Bathing waters are closely monitored to ensure it is safe for people to enjoy, as the English coast is a favourite holiday destination for many people.
Bathing water quality has improved significantly in the past 30 years. However, some designated bathing water sites remain at risk from pollution. By following a few simple steps, agriculture can help reduce the risk to bathing waters within any catchment, whether you are situated near the coast or at the very start of a watercourse.
Are you in an at-risk catchment?
To find out if the river catchment you farm in influences bathing water, please check your farm’s location on the Environment Agency’s ‘Bathing Water Quality’ map.
Managing your farm business for bathing waters
You can help bathing water quality without compromising your ability to run a profitable business. The key is reducing bacterial numbers within watercourses. Fresh manures and slurries contain the highest levels of harmful bacteria, so it is vital to keep these away from water.
Bacteria die off quickly, so enough slurry storage and good manure management in yard and field will help reduce the risk. Within a catchment, you must keep livestock and manure/slurry – even small amounts - out of watercourses. Direct contamination is most likely to reach the beach.
What can I do?
- Efficient grassland production protects bathing waters - good soil and manure management restricts the amount of pathogen loss into your local watercourses while also benefiting your nutrient management and profit margin.

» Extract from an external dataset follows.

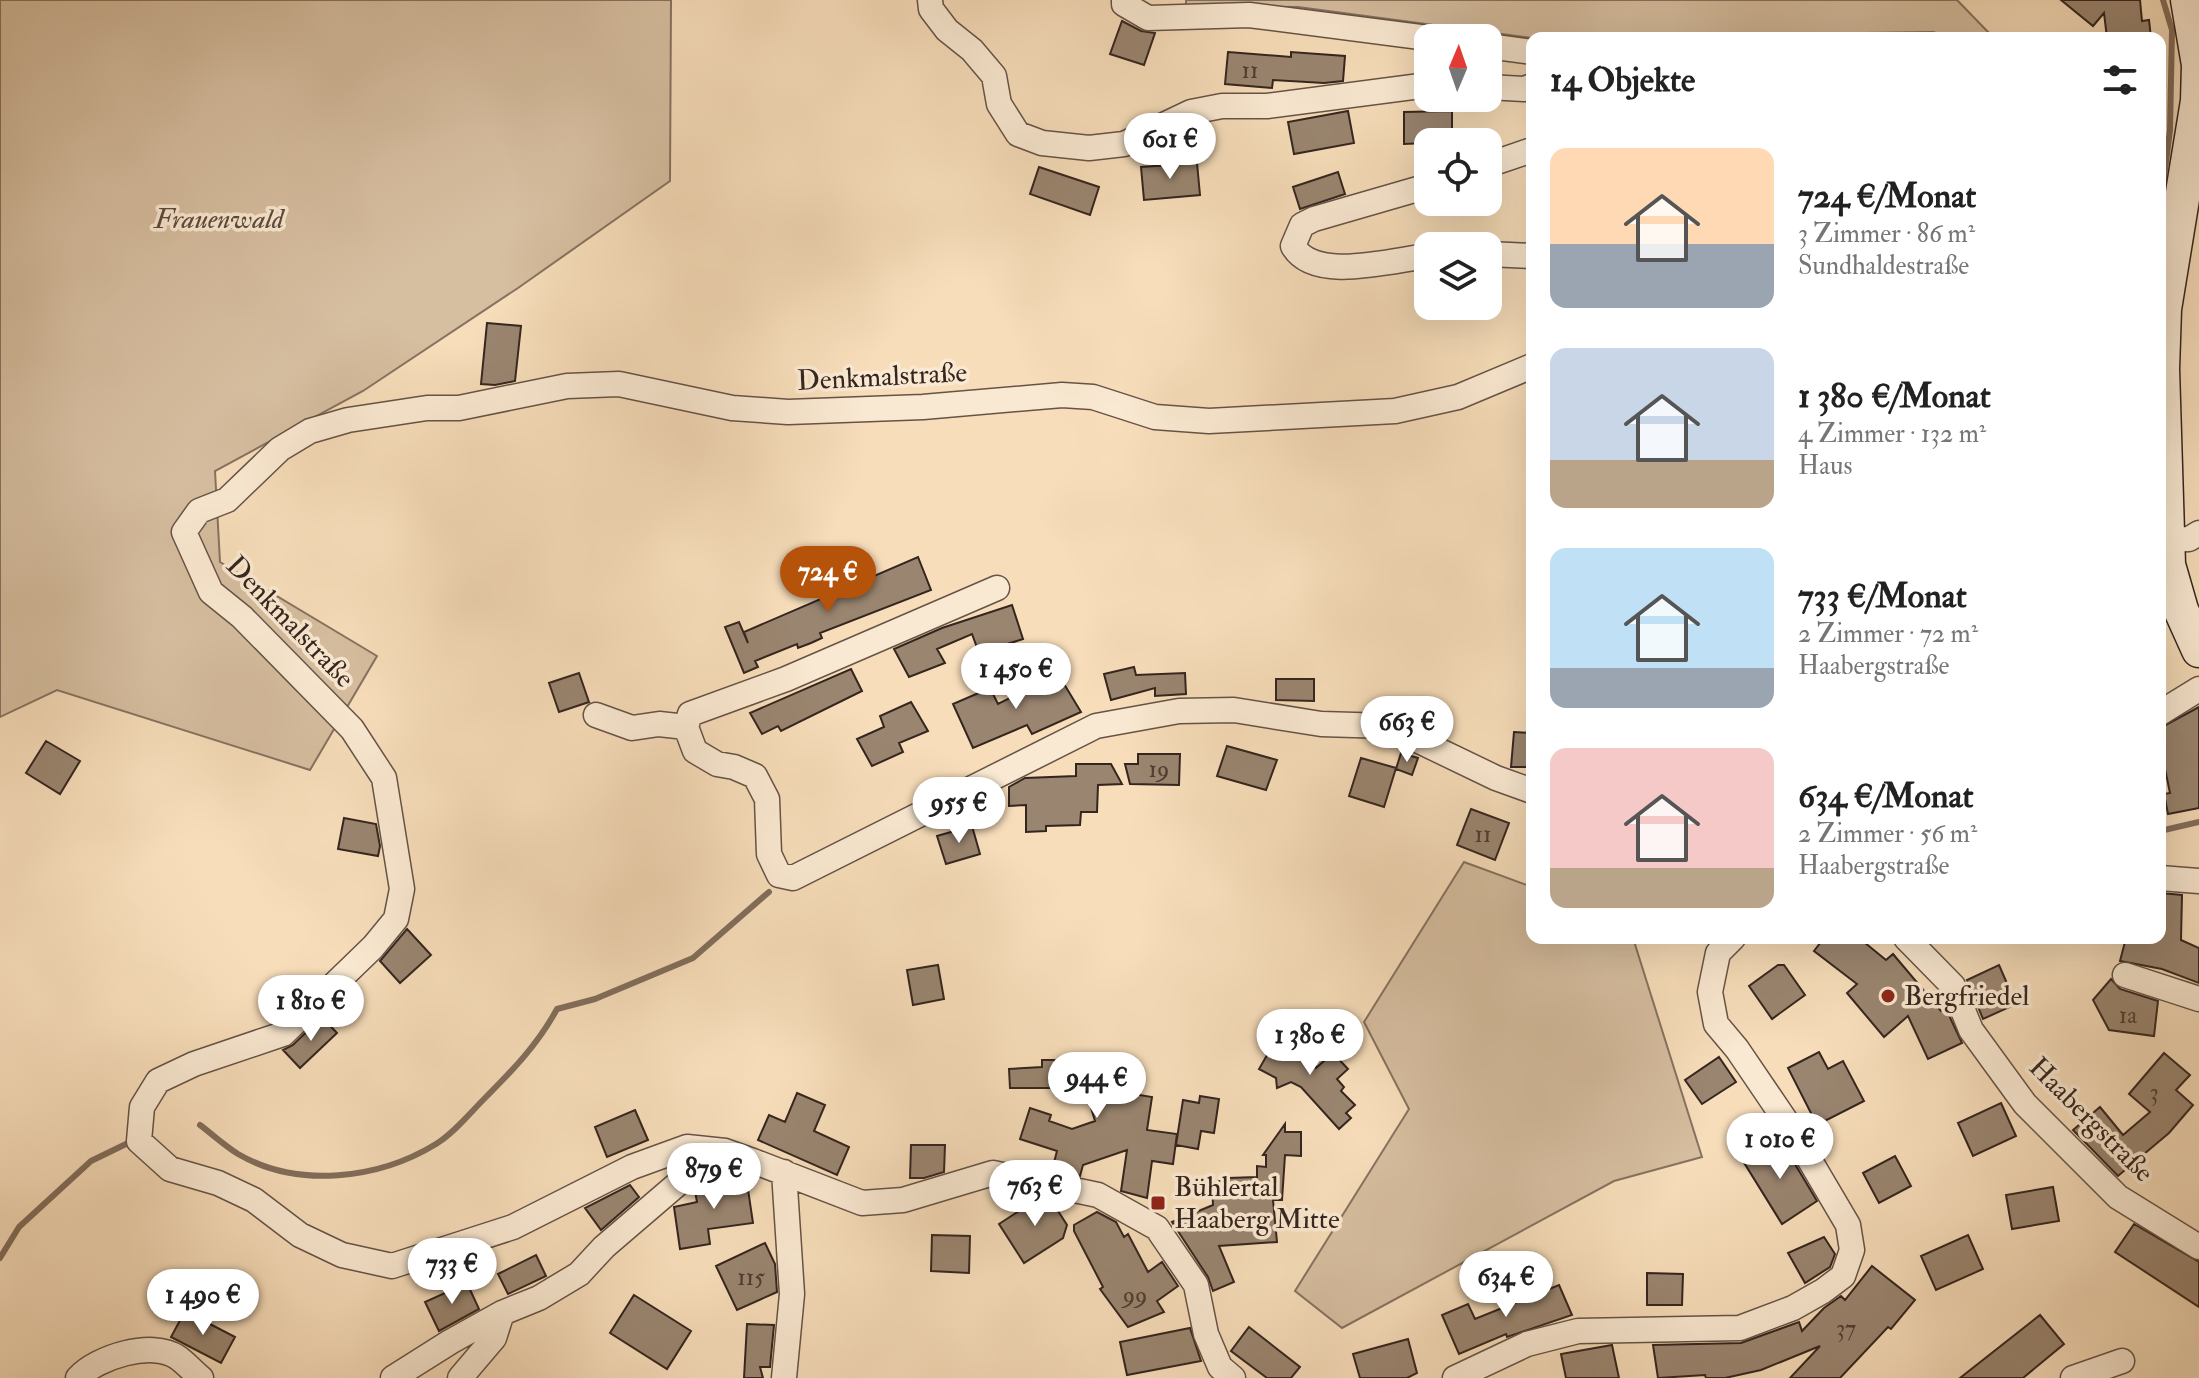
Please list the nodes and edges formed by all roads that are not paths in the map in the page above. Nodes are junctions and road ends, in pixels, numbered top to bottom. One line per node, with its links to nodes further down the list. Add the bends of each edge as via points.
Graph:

- Keep livestock out of streams and rivers-fence off watercourses and provide an alternative drinking source for livestock.
- Address any soil compaction issues - tackling compaction issues helps decrease nutrient loss on farm, but also increases grass growth. Poaching due to livestock is the easiest sign to spot.
- Use a nutrient management plan - efficient use of organic fertiliser protects water quality and makes financial sense. Spread slurry with care through changing your spreading method from broadcasting to a more direct surface application. This will both increase nutrient efficiency and help reduce potential pollution of local watercourses. Visit CFE partner initiative website Tried & Tested for guidance.
- Provide adequate storage for slurry and dirty water - ensure slurry storage facilities are adequate for stock numbers and allow you to store slurry to make best use of its fertiliser value. This will help save money on fertiliser bills. Storing slurry for longer will also allow bacteria to die and reduce the risk to bathing water quality. Ensure you manage storage to prevent leaks and spills. Stores should meet SSAFO regulation standards.
- Check the weather forecast - avoid spreading in wet weather, keeping off steep slopes. Don’t over-apply and use effective buffers strips. Avoiding spreading manure when rainfall is expected helps reduce the risk.
- Manage manure heaps - ensure field muck heaps are well away from slopes, watercourses and field drains. This allows time for faecal matter to breakdown and reduces the risk of leachate reaching a watercourse. In the yard, any runoff from manure heaps should be contained. Keep manure under cover if possible, to stop rainfall creating effluent from the heap; store muck on concrete with any runoff going to a compliant storage facility.
- Separate clean and dirty water in the farmyard - manage yard drainage – fix leaks, separate dirty and clean water, direct clean roof water into a drain to keep it away from fouled surfaces. Reducing the volume of clean water entering a slurry store will increase its storage capacity.